I took a deep breath and explained to her about all of the work that I was putting into her manuscript and that I had bypassed all of the submissions and other manuscripts in queue to be read so that I could speed up her process. I also explained that I wasn't speed reading her novel, that fantasy novel of this length (about 115K words) normally takes about 8 hours without the comments/edits.
The only part of her response worth repeating, so that you know how far she actually took this, is "Just remember Marisa, I'm the talent, and you're working for me..."
Oh My GOD! Who is this diva!? and how did I end up here?...
Well, if you know anything about me, by now I have smoke coming out of my ears. This time I didn't even bother with the deep cleansing breath. This time I just calmly said to her. "I completely understand how you feel now. And I want you to know that I have finished reading your manuscript." At hearing this was happily says, "Oh finally!"
Ignoring the comment and feeling more resolute I added, "So I have good news and bad news." Without giving her a chance to say anything I continued, "The book needs editing, but with the comments I made for you on the draft you should be able to fix it, and have a good book."
Still clueless that she'd behaved so poorly with me and my assistant, she says, "Great, that's all you needed to do." (What?!) "So what's the bad news?" Her complete lack of awareness and egocentrism gave me that little extra kick to not even buffer the blow for her. "I will not be representing this book or you as your agent," I finally said.
Believe it or not, she was shocked. Especially when I explained the reasons to her. In a nice way I told her that our personalities would not work well together and that I didn't appreciate her attitude toward my assistant, me, or her disregard for my time. I told her that my goal was to work with clients who understand the business and appreciate my efforts, skills, and opinion.
After this incident she has begged for me to read her work again, and to take her on as a client several times. Unfortunately, now I know her true colors and the bridge had burned to the ground. It's not going to happen.
What this person failed to understand is that, no matter who you are, your agent is your partner. She or he will help you, guide you, share information, and when your work is ready, sell it for you. In the mean time, the agent isn't really working for you. Yes, your agent is accountable for her actions, but it doesn't mean that you get to boss them around or make demands. If that were the case, you'd be paying us on an hourly basis for all of the hours spent on your work.
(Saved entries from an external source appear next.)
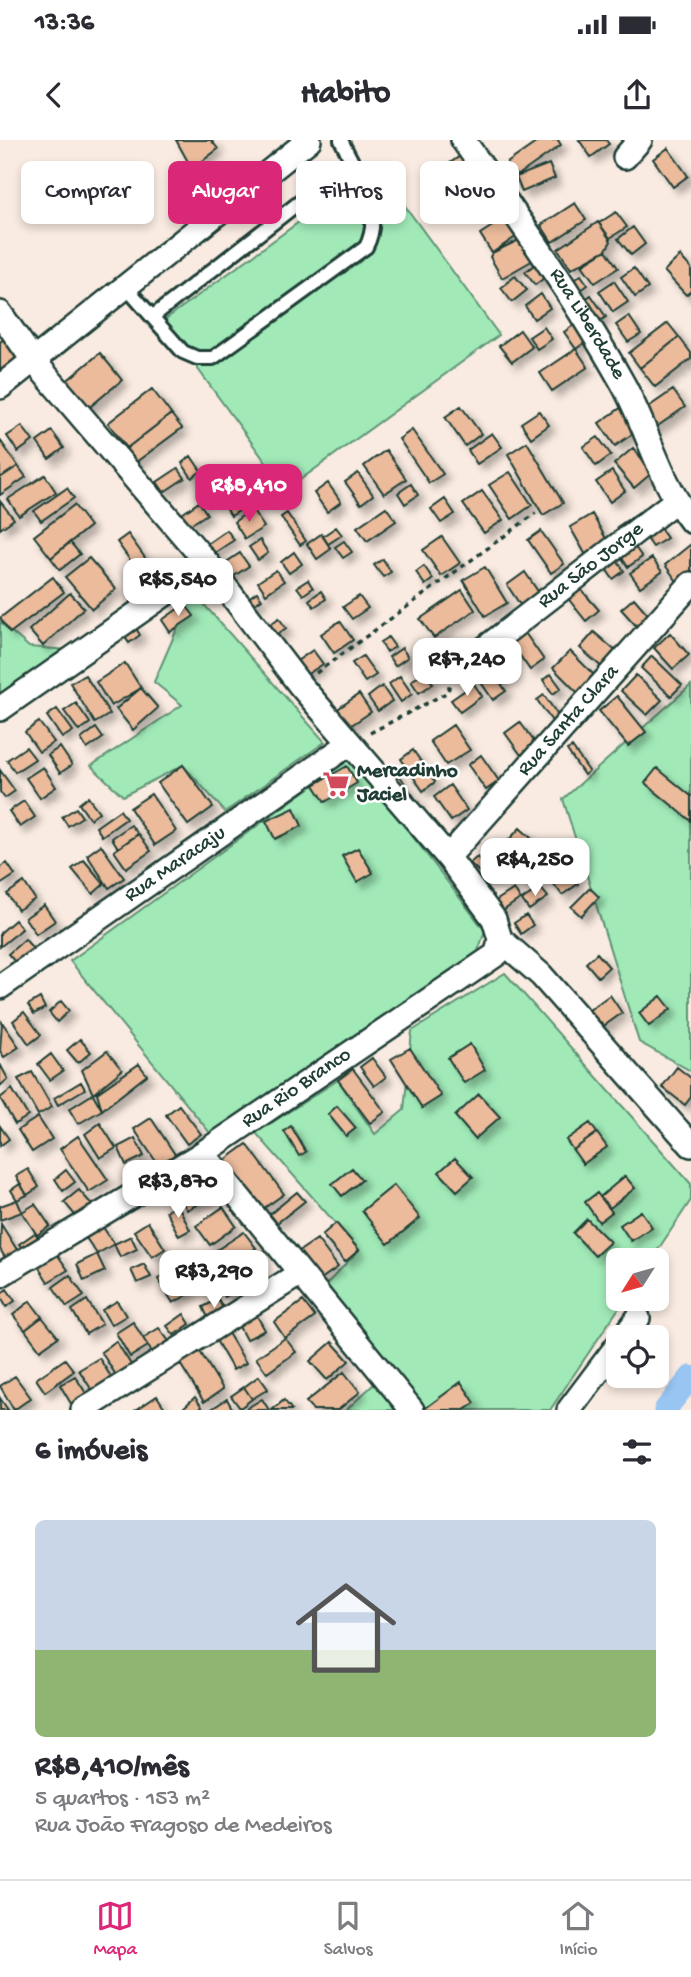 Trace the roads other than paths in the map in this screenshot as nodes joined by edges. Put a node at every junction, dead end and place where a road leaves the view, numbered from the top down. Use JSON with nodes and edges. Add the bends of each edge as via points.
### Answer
{"nodes":[{"id":1,"x":309,"y":140,"type":"edge"},
{"id":2,"x":341,"y":140,"type":"edge"},
{"id":3,"x":463,"y":140,"type":"edge"},
{"id":4,"x":351,"y":161,"type":"edge"},
{"id":5,"x":296,"y":205,"type":"edge"},
{"id":6,"x":374,"y":224,"type":"edge"},
{"id":7,"x":125,"y":286,"type":"junction"},
{"id":8,"x":0,"y":313,"type":"edge"},
{"id":9,"x":152,"y":317,"type":"junction"},
{"id":10,"x":33,"y":360,"type":"junction"},
{"id":11,"x":0,"y":387,"type":"edge"},
{"id":12,"x":676,"y":501,"type":"junction"},
{"id":13,"x":691,"y":520,"type":"edge"},
{"id":14,"x":208,"y":564,"type":"junction"},
{"id":15,"x":691,"y":584,"type":"edge"},
{"id":16,"x":475,"y":656,"type":"road end"},
{"id":17,"x":0,"y":709,"type":"edge"},
{"id":18,"x":349,"y":744,"type":"junction"},
{"id":19,"x":447,"y":857,"type":"junction"},
{"id":20,"x":500,"y":939,"type":"junction"},
{"id":21,"x":0,"y":987,"type":"edge"},
{"id":22,"x":691,"y":1145,"type":"edge"},
{"id":23,"x":202,"y":1153,"type":"junction"},
{"id":24,"x":299,"y":1274,"type":"junction"},
{"id":25,"x":0,"y":1275,"type":"edge"},
{"id":26,"x":638,"y":1318,"type":"dead end"},
{"id":27,"x":633,"y":1325,"type":"edge"},
{"id":28,"x":606,"y":1361,"type":"edge"},
{"id":29,"x":83,"y":1410,"type":"edge"},
{"id":30,"x":412,"y":1410,"type":"edge"},
{"id":31,"x":569,"y":1410,"type":"edge"}],
"edges":[{"from":1,"to":7,"type":"street"},
{"from":2,"to":4,"type":"lane"},
{"from":3,"to":12,"type":"street","name":"Rua Liberdade","via":[[527,230],[623,384]]},
{"from":5,"to":9,"type":"lane"},
{"from":6,"to":9,"type":"lane","via":[[366,247],[213,358],[183,352]]},
{"from":7,"to":9,"type":"lane"},
{"from":7,"to":10,"type":"street"},
{"from":8,"to":10,"type":"street"},
{"from":10,"to":11,"type":"street"},
{"from":10,"to":14,"type":"street"},
{"from":12,"to":13,"type":"street","name":"Rua Liberdade"},
{"from":12,"to":16,"type":"street","name":"Rua São Jorge"},
{"from":14,"to":17,"type":"street"},
{"from":14,"to":18,"type":"street"},
{"from":15,"to":19,"type":"street","name":"Rua Santa Clara"},
{"from":18,"to":19,"type":"street"},
{"from":18,"to":21,"type":"street","name":"Rua Maracaju"},
{"from":19,"to":20,"type":"street","via":[[494,919]]},
{"from":20,"to":22,"type":"street","via":[[541,975]]},
{"from":20,"to":23,"type":"street","name":"Rua Rio Branco","via":[[497,954]]},
{"from":23,"to":24,"type":"street"},
{"from":23,"to":25,"type":"street","name":"Rua Rio Branco"},
{"from":24,"to":29,"type":"street"},
{"from":24,"to":30,"type":"street"},
{"from":26,"to":27,"type":"street"},
{"from":28,"to":31,"type":"street"}]} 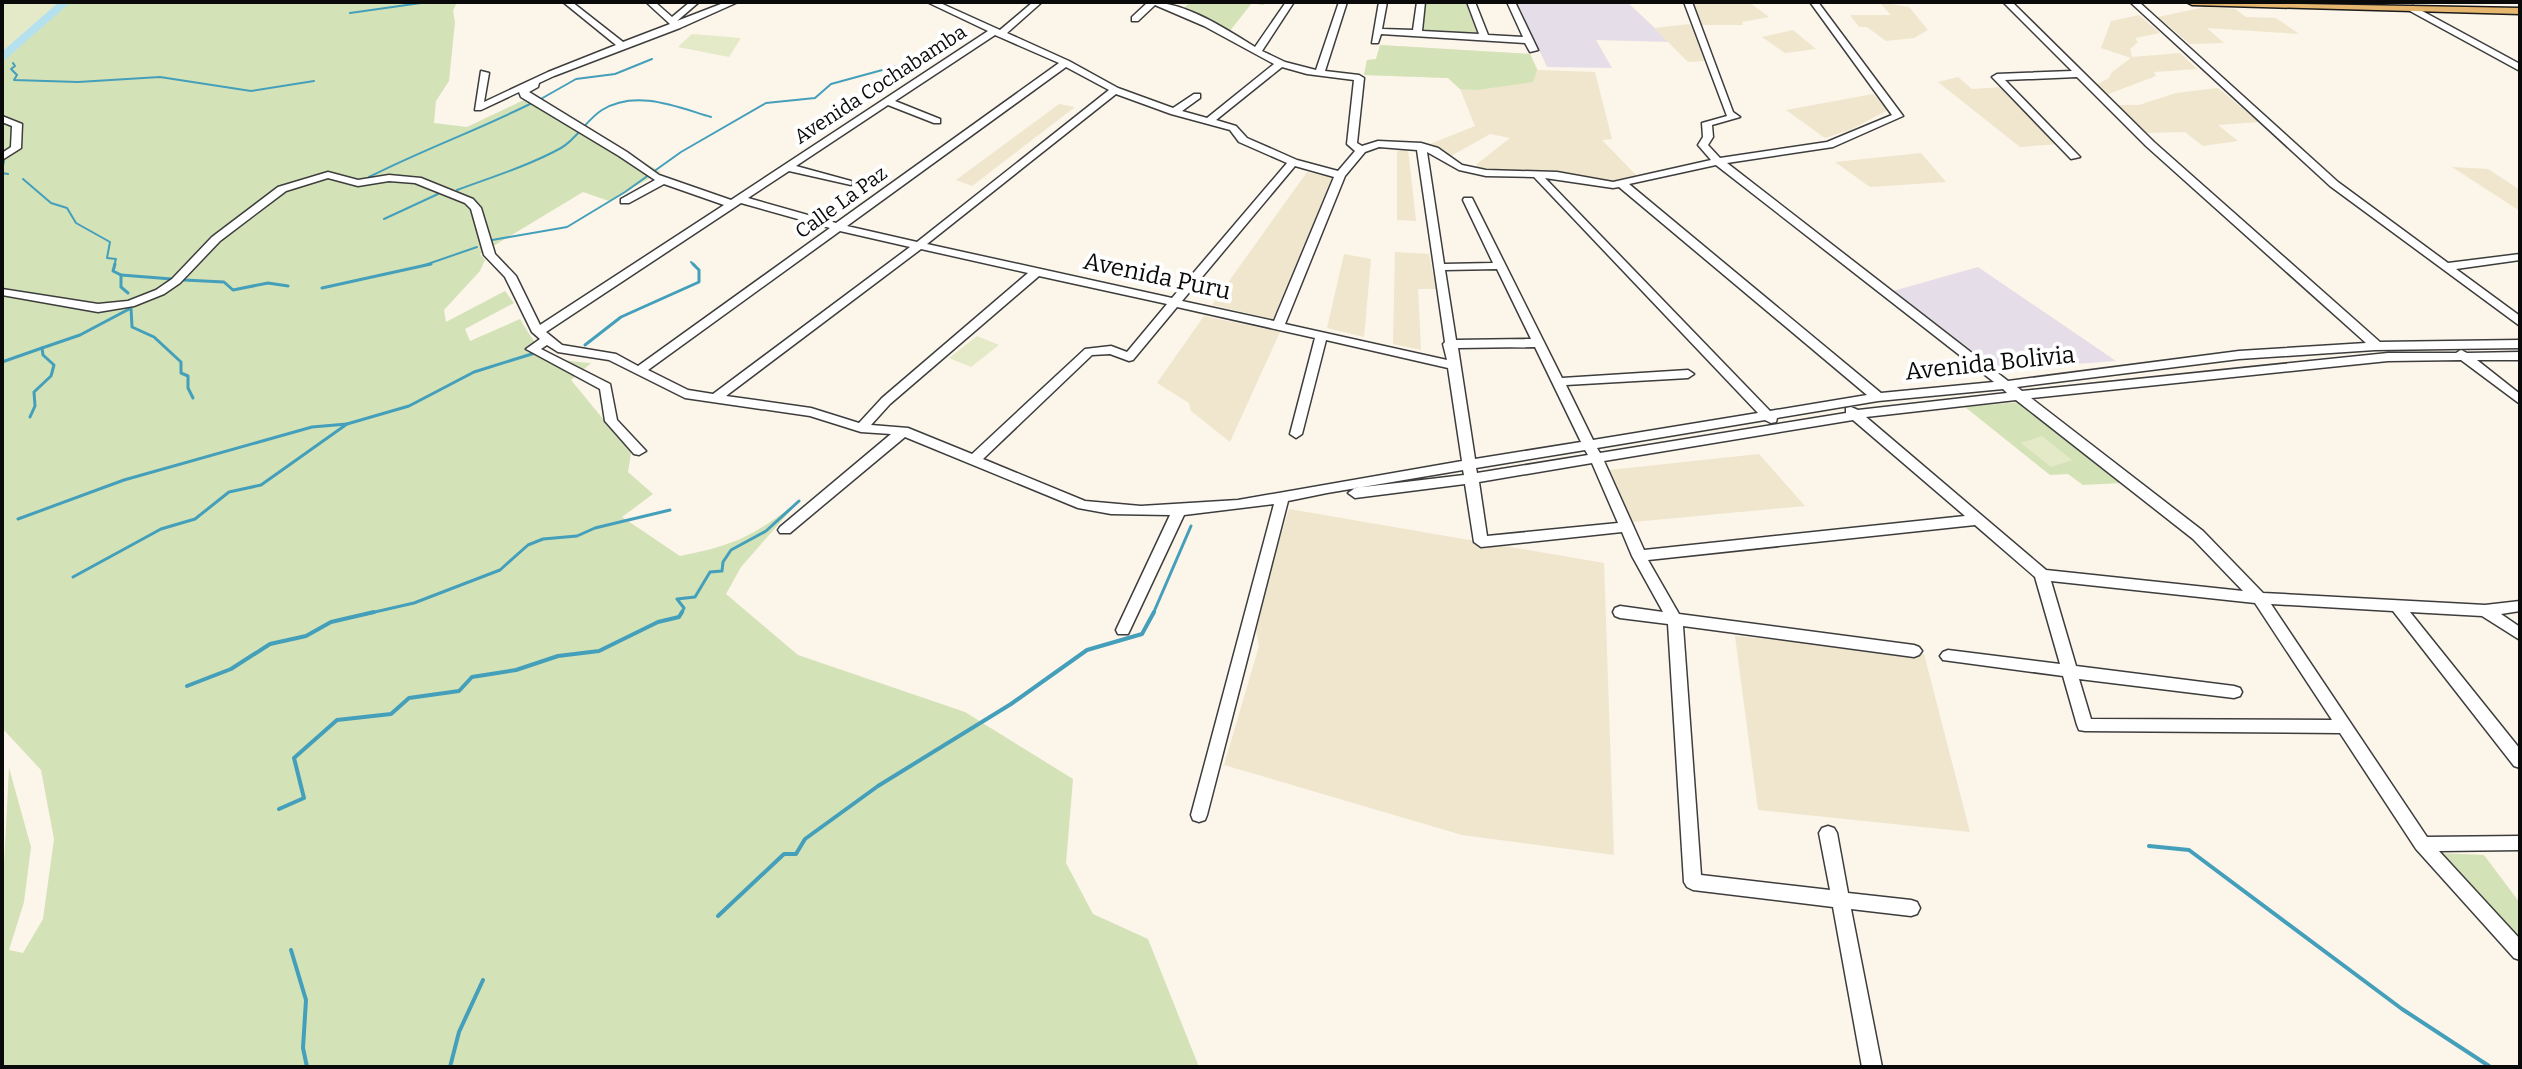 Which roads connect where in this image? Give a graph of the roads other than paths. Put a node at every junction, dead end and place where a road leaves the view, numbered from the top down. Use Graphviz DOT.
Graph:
graph roads {
  1 [pos="567,2"];
  2 [pos="650,2"];
  3 [pos="695,2"];
  4 [pos="734,2"];
  5 [pos="931,2"];
  6 [pos="1038,2"];
  7 [pos="1153,2"];
  8 [pos="1290,2"];
  9 [pos="1343,2"];
  10 [pos="1383,2"];
  11 [pos="1421,2"];
  12 [pos="1471,2"];
  13 [pos="1511,2"];
  14 [pos="1688,2"];
  15 [pos="1814,2"];
  16 [pos="2007,2"];
  17 [pos="2134,2"];
  18 [pos="2192,2"];
  19 [pos="2413,9"];
  20 [pos="2520,11"];
  21 [pos="1135,19"];
  22 [pos="675,23"];
  23 [pos="1417,33"];
  24 [pos="996,34"];
  25 [pos="1484,37"];
  26 [pos="622,46"];
  27 [pos="1257,52"];
  28 [pos="1066,63"];
  29 [pos="1281,63"];
  30 [pos="2520,68"];
  31 [pos="484,73"];
  32 [pos="1320,73"];
  33 [pos="551,74"];
  34 [pos="2078,74"];
  35 [pos="1115,90"];
  36 [pos="1197,96"];
  37 [pos="886,101"];
  38 [pos="1174,112"];
  39 [pos="2,119"];
  40 [pos="1211,120"];
  41 [pos="937,121"];
  42 [pos="1421,146"];
  43 [pos="1361,150"];
  44 [pos="2,157"];
  45 [pos="2075,157"];
  46 [pos="1718,161"];
  47 [pos="1293,162"];
  48 [pos="787,167"];
  49 [pos="1536,174"];
  50 [pos="1340,175"];
  51 [pos="663,180"];
  52 [pos="847,183"];
  53 [pos="1622,184"];
  54 [pos="1468,200"];
  55 [pos="625,201"];
  56 [pos="736,202"];
  57 [pos="837,227"];
  58 [pos="918,246"];
  59 [pos="2520,257"];
  60 [pos="1500,266"];
  61 [pos="1438,267"];
  62 [pos="2446,267"];
  63 [pos="1036,272"];
  64 [pos="2,292"];
  65 [pos="1178,302"];
  66 [pos="2520,322"];
  67 [pos="1278,325"];
  68 [pos="1322,334"];
  69 [pos="543,336"];
  70 [pos="1538,343"];
  71 [pos="1449,344"];
  72 [pos="2520,344"];
  73 [pos="2453,345"];
  74 [pos="2377,346"];
  75 [pos="2463,356"];
  76 [pos="2520,356"];
  77 [pos="2388,357"];
  78 [pos="1453,365"];
  79 [pos="639,371"];
  80 [pos="1688,374"];
  81 [pos="1557,382"];
  82 [pos="2005,385"];
  83 [pos="2019,396"];
  84 [pos="1878,397"];
  85 [pos="714,399"];
  86 [pos="2520,400"];
  87 [pos="1841,403"];
  88 [pos="1767,416"];
  89 [pos="1855,416"];
  90 [pos="861,428"];
  91 [pos="1780,428"];
  92 [pos="903,431"];
  93 [pos="1296,434"];
  94 [pos="639,451"];
  95 [pos="1592,452"];
  96 [pos="975,459"];
  97 [pos="1469,473"];
  98 [pos="1282,498"];
  99 [pos="1180,509"];
  100 [pos="1975,520"];
  101 [pos="1626,527"];
  102 [pos="785,530"];
  103 [pos="1639,556"];
  104 [pos="2042,575"];
  105 [pos="2259,598"];
  106 [pos="2397,606"];
  107 [pos="2520,606"];
  108 [pos="2485,611"];
  109 [pos="1620,612"];
  110 [pos="1675,620"];
  111 [pos="1123,630"];
  112 [pos="2520,634"];
  113 [pos="1914,651"];
  114 [pos="1948,656"];
  115 [pos="2068,671"];
  116 [pos="2234,692"];
  117 [pos="2345,727"];
  118 [pos="2520,761"];
  119 [pos="1199,815"];
  120 [pos="1828,833"];
  121 [pos="2520,843"];
  122 [pos="2422,844"];
  123 [pos="1840,900"];
  124 [pos="1911,908"];
  125 [pos="2520,952"];
  126 [pos="1872,1067"];
  1 -- 26 [label="street"];
  2 -- 22 [label="street"];
  3 -- 22 [label="street"];
  4 -- 22 [label="street"];
  5 -- 24 [label="street"];
  6 -- 24 [label="street, Avenida Cochabamba"];
  7 -- 21 [label="street"];
  7 -- 27 [label="street"];
  8 -- 27 [label="street"];
  9 -- 32 [label="street"];
  10 -- 23 [label="street"];
  11 -- 23 [label="street"];
  12 -- 25 [label="street"];
  13 -- 25 [label="street"];
  14 -- 46 [label="street"];
  15 -- 46 [label="street"];
  16 -- 34 [label="street"];
  17 -- 62 [label="street"];
  18 -- 19 [label="main road"];
  19 -- 20 [label="main road"];
  19 -- 30 [label="street"];
  22 -- 26 [label="street"];
  23 -- 25 [label="street"];
  24 -- 28 [label="street"];
  24 -- 37 [label="street, Avenida Cochabamba"];
  26 -- 33 [label="street"];
  27 -- 29 [label="street"];
  28 -- 35 [label="street"];
  28 -- 57 [label="street, Calle La Paz"];
  29 -- 32 [label="street"];
  29 -- 40 [label="street"];
  31 -- 33 [label="street"];
  32 -- 43 [label="street"];
  33 -- 51 [label="street, Avenida Puru"];
  34 -- 45 [label="street"];
  34 -- 74 [label="street"];
  35 -- 38 [label="street"];
  35 -- 58 [label="street"];
  36 -- 38 [label="street"];
  37 -- 41 [label="street"];
  37 -- 48 [label="street, Avenida Cochabamba"];
  38 -- 40 [label="street"];
  39 -- 44 [label="street"];
  40 -- 47 [label="street"];
  42 -- 43 [label="street"];
  42 -- 49 [label="street"];
  42 -- 61 [label="street"];
  43 -- 50 [label="street"];
  46 -- 53 [label="street"];
  46 -- 82 [label="street"];
  47 -- 50 [label="street"];
  47 -- 65 [label="street"];
  48 -- 52 [label="street"];
  48 -- 56 [label="street, Avenida Cochabamba"];
  49 -- 53 [label="street"];
  49 -- 88 [label="street"];
  50 -- 67 [label="street"];
  51 -- 55 [label="street"];
  51 -- 56 [label="street, Avenida Puru"];
  53 -- 84 [label="street"];
  54 -- 60 [label="street"];
  56 -- 57 [label="street, Avenida Puru"];
  56 -- 69 [label="street, Avenida Cochabamba"];
  57 -- 58 [label="street, Avenida Puru"];
  57 -- 79 [label="street, Calle La Paz"];
  58 -- 63 [label="street, Avenida Puru"];
  58 -- 85 [label="street"];
  59 -- 62 [label="street"];
  60 -- 61 [label="street"];
  60 -- 70 [label="street"];
  61 -- 71 [label="street"];
  62 -- 66 [label="street"];
  63 -- 65 [label="street, Avenida Puru"];
  63 -- 90 [label="street"];
  64 -- 69 [label="street"];
  65 -- 67 [label="street, Avenida Puru"];
  65 -- 96 [label="street"];
  67 -- 68 [label="street, Avenida Puru"];
  68 -- 78 [label="street, Avenida Puru"];
  68 -- 93 [label="street"];
  69 -- 79 [label="street, Avenida Bolivia"];
  69 -- 94 [label="street"];
  70 -- 71 [label="street"];
  70 -- 81 [label="street"];
  71 -- 78 [label="street"];
  72 -- 73 [label="street, Avenida Bolivia"];
  73 -- 74 [label="street, Avenida Bolivia"];
  73 -- 75 [label="street"];
  74 -- 77 [label="street"];
  74 -- 82 [label="street, Avenida Bolivia"];
  75 -- 76 [label="street, Avenida Bolivia"];
  75 -- 77 [label="street, Avenida Bolivia"];
  75 -- 86 [label="street"];
  77 -- 83 [label="street, Avenida Bolivia"];
  78 -- 97 [label="street"];
  79 -- 85 [label="street, Avenida Bolivia"];
  80 -- 81 [label="street"];
  81 -- 95 [label="street"];
  82 -- 83 [label="street"];
  82 -- 84 [label="street, Avenida Bolivia"];
  83 -- 89 [label="street, Avenida Bolivia"];
  83 -- 105 [label="street"];
  84 -- 87 [label="street, Avenida Bolivia"];
  85 -- 90 [label="street, Avenida Bolivia"];
  87 -- 88 [label="street, Avenida Bolivia"];
  87 -- 89 [label="street"];
  88 -- 91 [label="street"];
  88 -- 95 [label="street, Avenida Bolivia"];
  89 -- 91 [label="street, Avenida Bolivia"];
  89 -- 100 [label="street"];
  90 -- 92 [label="street, Avenida Bolivia"];
  91 -- 95 [label="street, Avenida Bolivia"];
  92 -- 96 [label="street, Avenida Bolivia"];
  92 -- 102 [label="street"];
  95 -- 97 [label="street, Avenida Bolivia"];
  95 -- 101 [label="street"];
  96 -- 99 [label="street, Avenida Bolivia"];
  97 -- 98 [label="street, Avenida Bolivia"];
  97 -- 101 [label="street"];
  98 -- 99 [label="street, Avenida Bolivia"];
  98 -- 119 [label="street"];
  99 -- 111 [label="street"];
  100 -- 103 [label="street"];
  100 -- 104 [label="street"];
  101 -- 103 [label="street"];
  103 -- 110 [label="street"];
  104 -- 105 [label="street"];
  104 -- 115 [label="street"];
  105 -- 106 [label="street"];
  105 -- 117 [label="street"];
  106 -- 108 [label="street"];
  106 -- 118 [label="street"];
  107 -- 108 [label="street"];
  108 -- 112 [label="street"];
  109 -- 110 [label="street"];
  110 -- 113 [label="street"];
  110 -- 123 [label="street"];
  114 -- 115 [label="street"];
  115 -- 116 [label="street"];
  115 -- 117 [label="street"];
  117 -- 122 [label="street"];
  120 -- 123 [label="street"];
  121 -- 122 [label="street"];
  122 -- 125 [label="street"];
  123 -- 124 [label="street"];
  123 -- 126 [label="street"];
}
But you're not. When we sell the book we both earn money. This is something that many people fail to understand. Shows like Entourage and others showing how movies stars treat their agents are very misleading. That isn't always the reality, especially in publishing.
The moral of this lengthy story? In short, as my mother used to tell me, "always treat people the way you'd want to be treated". Appreciate their work, their time, their feelings. No one owes you anything, and you must earn what you get... and even then, it's no excuse to behave badly.